Appointment of Second Receiver
116. On 11th January, 2017, PEL appointed Ken Fennell of Deloitte, Dublin, to be receiver of part of the assets comprised in the mortgage dated 4th March, 2005, between Irish Nationwide Building Society and Alistair Jackson. It appears from the deed of his appointment that this appointment extended only to the unregistered portion of the property, but nothing turns on that particular question. Mr. Stapleton's appointment was not discharged.

117. It is clear from the discussions at the meeting on 20th December, 2016, and subsequent communications between the parties that it was intended by PEL that Mr. Fennell would be appointed to replace Mr. Stapleton. Whilst the discharge of a receiver and appointment of a replacement would be a matter only between the appointer and the receivers, accession to a contract with a third party is a different matter. Insofar as Mr. Fennell would be substituted for Mr. Stapleton as a party to the contract with the plaintiff, such a substitution would have required a novation which was never agreed. Therefore, Mr. Stapleton was never discharged or released from any obligations under the contract. Nor did Mr. Fennell assume any legal status in relation to that contract. It has been submitted on behalf of the plaintiff that the appointment of Mr. Fennell had the following effects:

      (1) That it was a repudiatory breach of the contract;

      (2) That the rescission notice issued by Mr. Stapleton had no effect since Mr. Fennell was not a party to it. That Mr. Stapleton, after-Mr. Fennell had been appointed, could not act alone and, therefore, the rescission notice issued by Mr. Stapleton had no legal effect; and

      (3) That the appointment of Mr. Fennell was a frustrating event which had the effect of "stalling the contract" and amounted to a wilful default by the Vendor in breach of the contract.

118. I have concluded that as regards (1) above, the appointment of Mr. Fennell was not an act of the defendant, and Mr. Fennell never acquired any legal status in relation to the

Contract for Sale of the lands. Therefore, this cannot be a repudiatory breach. The defendant, being the legal owner of the lands, was bound by virtue of the contract having been executed by the lawfully appointed receiver, Mr. Stapleton.

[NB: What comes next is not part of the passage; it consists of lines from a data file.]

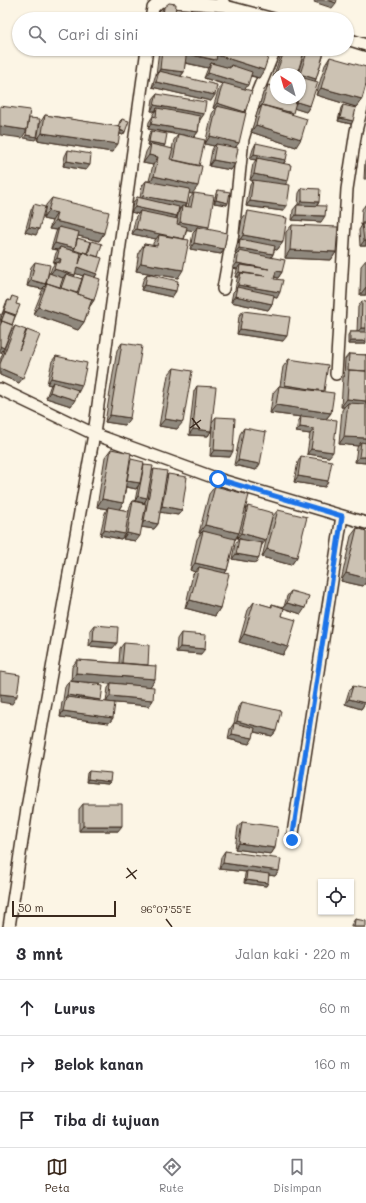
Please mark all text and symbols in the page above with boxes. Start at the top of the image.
search box [12,12,354,56]
icon: search [26,23,48,45]
text: Cari di sini [58,24,139,44]
north arrow [270,68,306,104]
route start [209,470,227,488]
route end [283,831,301,849]
map controls [318,879,354,915]
button: locate [318,879,354,915]
scale bar [12,899,116,918]
text: 50 m [18,900,44,915]
text: 96°07'55"E [141,902,192,916]
text: 3 mnt [16,942,63,964]
text: Jalan kaki · 220 m [235,945,350,962]
icon: ahead [16,997,38,1019]
text: Lurus [54,998,95,1018]
text: 60 m [320,999,350,1016]
icon: right [16,1053,38,1075]
text: Belok kanan [54,1054,143,1074]
text: 160 m [314,1055,350,1072]
icon: arrive [16,1109,38,1131]
text: Tiba di tujuan [54,1110,159,1130]
tab: Peta [45,1156,70,1195]
tab: Rute [159,1156,184,1195]
tab: Disimpan [273,1156,321,1195]

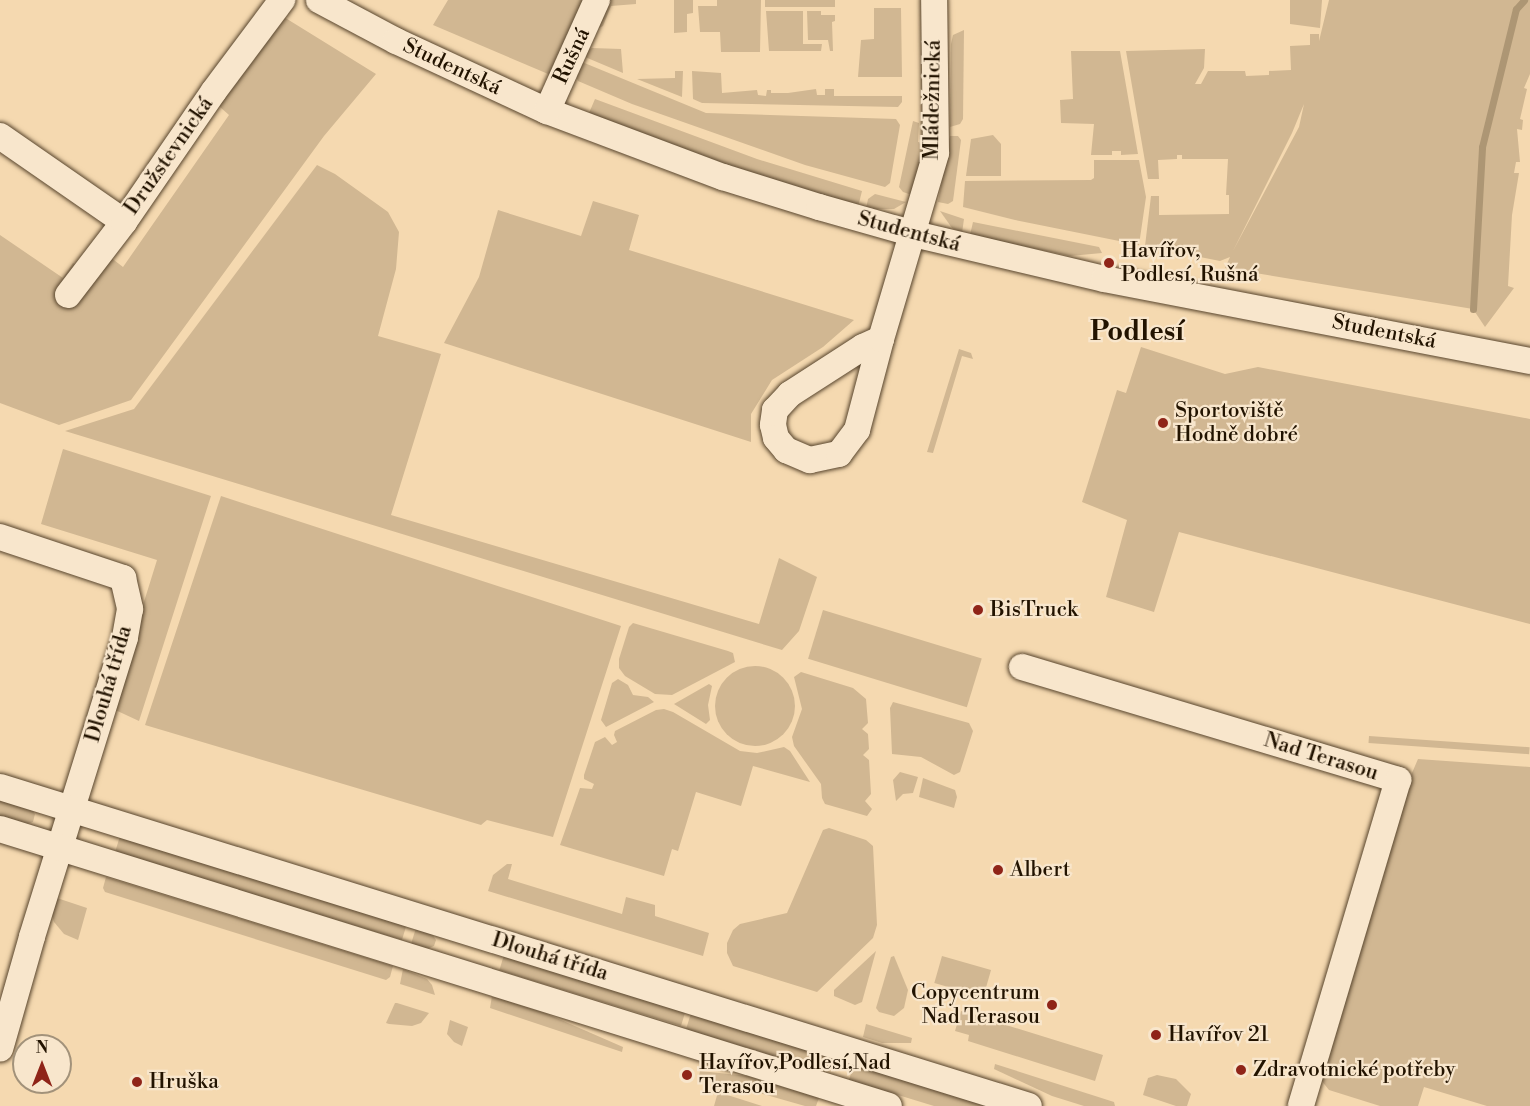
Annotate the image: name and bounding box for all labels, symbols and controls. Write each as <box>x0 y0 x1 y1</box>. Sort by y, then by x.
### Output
street label: Rušná <box>548 24 596 88</box>
street label: Studentská <box>399 33 505 101</box>
street label: Mládežnická <box>919 40 947 160</box>
street label: Družstevnická <box>119 92 219 220</box>
street label: Studentská <box>855 206 963 258</box>
place label: Havířov, Podlesí, Rušná <box>1121 238 1259 288</box>
marker: Havířov, Podlesí, Rušná <box>1102 256 1116 270</box>
street label: Studentská <box>1330 310 1438 354</box>
district label: Podlesí <box>1090 317 1184 349</box>
place label: Sportoviště Hodně dobré <box>1175 398 1298 448</box>
marker: Sportoviště Hodně dobré <box>1156 416 1170 430</box>
place label: BisTruck <box>990 597 1078 623</box>
marker: BisTruck <box>971 603 985 617</box>
street label: Dlouhá třída <box>80 623 138 745</box>
street label: Nad Terasou <box>1261 728 1381 786</box>
place label: Albert <box>1010 857 1070 883</box>
marker: Albert <box>991 863 1005 877</box>
street label: Dlouhá třída <box>489 927 611 987</box>
place label: Copycentrum Nad Terasou <box>911 980 1040 1030</box>
marker: Copycentrum Nad Terasou <box>1045 998 1059 1012</box>
place label: Havířov 21 <box>1168 1022 1269 1048</box>
marker: Havířov 21 <box>1149 1028 1163 1042</box>
north arrow <box>12 1034 72 1094</box>
text: N <box>36 1038 48 1058</box>
place label: Havířov,Podlesí,Nad Terasou <box>699 1050 891 1100</box>
place label: Zdravotnické potřeby <box>1253 1057 1455 1083</box>
marker: Zdravotnické potřeby <box>1234 1063 1248 1077</box>
marker: Havířov,Podlesí,Nad Terasou <box>680 1068 694 1082</box>
place label: Hruška <box>149 1069 219 1095</box>
marker: Hruška <box>130 1075 144 1089</box>

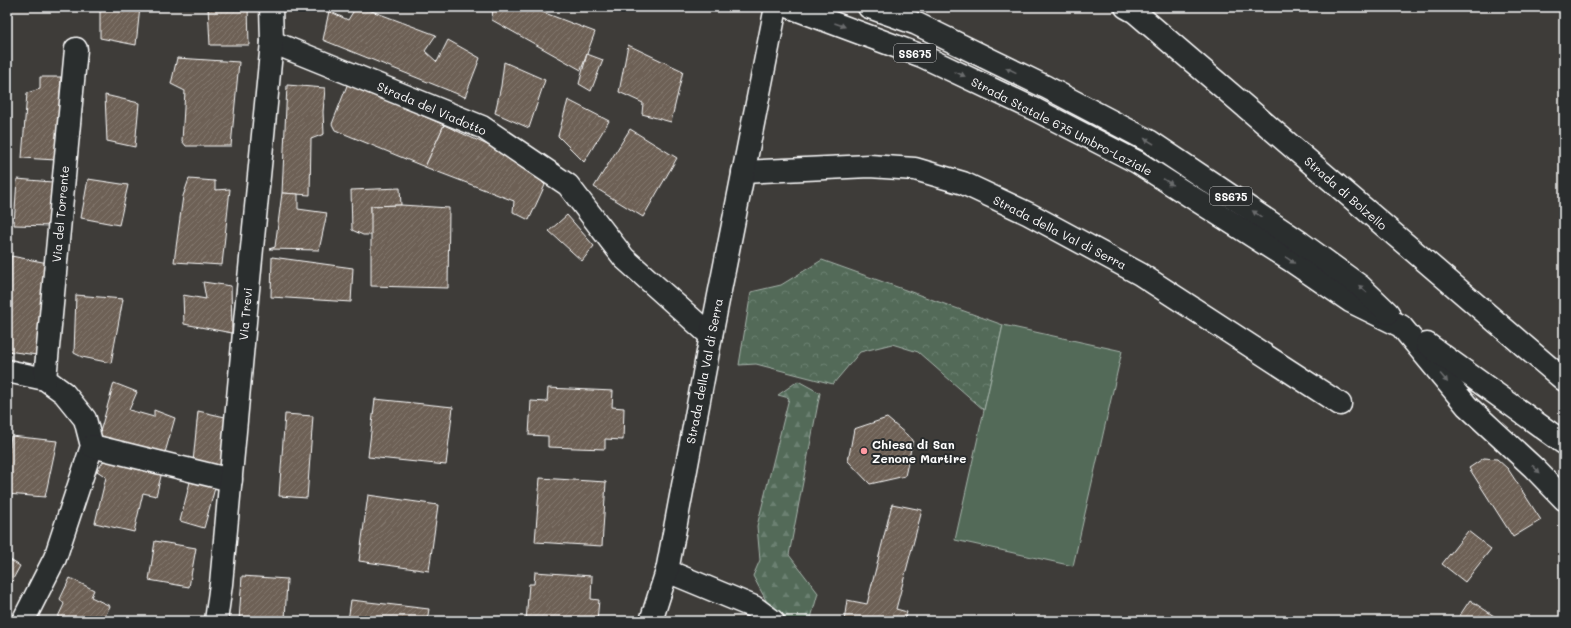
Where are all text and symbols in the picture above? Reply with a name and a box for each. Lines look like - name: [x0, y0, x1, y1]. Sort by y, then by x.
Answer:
- one-way arrow: [834, 23, 846, 29]
- road number: SS675: [894, 44, 936, 62]
- one-way arrow: [1005, 67, 1016, 73]
- one-way arrow: [954, 71, 966, 77]
- street label: Strada Statale 675 Umbro-Laziale: [969, 73, 1155, 179]
- street label: Strada del Viadotto: [375, 78, 489, 138]
- one-way arrow: [1143, 138, 1155, 145]
- street label: Strada di Bolzello: [1301, 153, 1391, 233]
- street label: Via del Torrente: [48, 165, 72, 263]
- one-way arrow: [1163, 178, 1174, 186]
- road number: SS675: [1210, 187, 1252, 205]
- street label: Strada della Val di Serra: [991, 191, 1129, 273]
- one-way arrow: [1252, 210, 1263, 217]
- one-way arrow: [1284, 256, 1295, 264]
- one-way arrow: [1358, 284, 1368, 294]
- street label: Via Trevi: [235, 287, 255, 341]
- street label: Strada della Val di Serra: [682, 297, 726, 445]
- one-way arrow: [1439, 372, 1448, 383]
- place label: Chiesa di San Zenone Martire: [872, 436, 966, 466]
- marker: Chiesa di San Zenone Martire: [859, 446, 869, 456]
- one-way arrow: [1531, 464, 1541, 474]

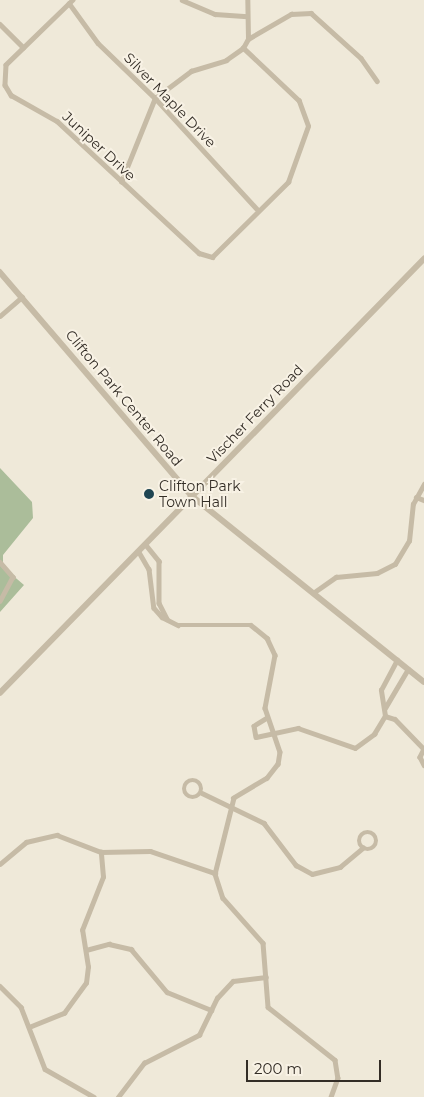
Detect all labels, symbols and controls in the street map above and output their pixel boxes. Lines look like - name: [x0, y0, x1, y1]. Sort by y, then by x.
- street label: Silver Maple Drive: [121, 49, 219, 151]
- street label: Juniper Drive: [59, 108, 139, 184]
- street label: Clifton Park Center Road: [62, 327, 186, 469]
- street label: Vischer Ferry Road: [203, 361, 307, 467]
- place label: Clifton Park Town Hall: [159, 478, 241, 511]
- marker: Clifton Park Town Hall: [143, 488, 155, 500]
- scale bar: [249, 1050, 384, 1082]
- text: 200 m: [254, 1059, 302, 1078]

119. As regards (2) above, in as much as the contract would be enforceable against the Vendor, the subsequent appointment of Mr. Fennell could not have prevented its completion if a court were otherwise to order specific performance. Not being a party to the contract, Mr. Fennell could not have, by virtue of his appointment, sought to rescind the contract. Nor does a receiver have power to disclaim a pre-receivership contract. See Freevale Limited v. Metro Store Holdings [1984] 1 CH 199.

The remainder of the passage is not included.